Je größer der Stress der Mission, desto mehr meldet sich in Valerian, der über eine nicht auf Anhieb gefällige Mischung aus noch vorhandener kindlicher Naivität und verwunderten Augen aber auch an männlichem Durchsetzungsvermögen und Imponierkraft verfügt, der Liebhaber im Hinblick auf Laureline, die aber viel zu selbstbewusst ist, um gleich einzuknicken. Sie wird ihm eine Lektion erteilen. Eine Liebesgeschichte mit herbem Charme und fernab jeglicher kinoglatter Klischeeromanze.

Der Cast ist eine wunderbare Mischung aus noch blutjungen Akteuren auch in der Kommandozentrale, nebst den beiden Protagonisten und gestandenen Mimen wie John Goodman, Rutger Hauer, Clive Owen, Matthieu Kassovitz.

Auch die surrealistischen Traumwelten fehlen nicht, durch die ein Valerian unter Umständen in rasendem Tempo hindurchrauscht.

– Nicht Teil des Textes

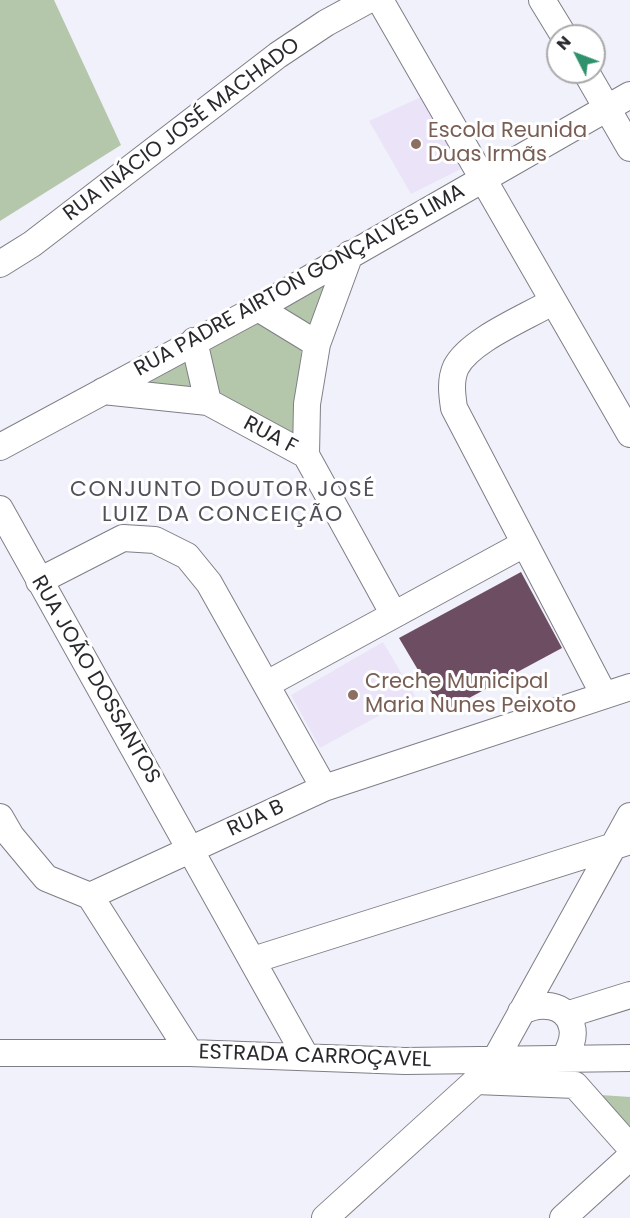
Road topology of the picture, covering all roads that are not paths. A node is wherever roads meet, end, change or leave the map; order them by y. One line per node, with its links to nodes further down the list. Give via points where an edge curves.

Kämpfe werden nötig und eine hartnäckige Verfolgungsjagd eines unbekannten Fluggerätes, das aus der Ferne aussieht wie ein fliegender Diamant.

Die Szene mit der Referenz ans Fliegenfischen, die zeigt vielleicht am deutlichsten, mit welchem indivuellem Zugriff und Charme, der Dingen mit leichter Fantasie eine zweite Deutung zuordnet, Luc Besson an sein Werk rangeht.

Und wenn beim Verlassen des Kinos der Blick von oben auf den Garten des Mathäsers in München fällt und der Gedanke sich meldet, oh, da habe ich doch ein Stück Alpha vor mir, so hat der Film zumindest eine Sofortwirkung auf das Sehen erzielt.

Und falls Valerian inzwischen gelernt hat, dass die Hochzeit vor den Flitterwochen kommt, so hat sich auch bei ihm ein Stück Realität begradigt.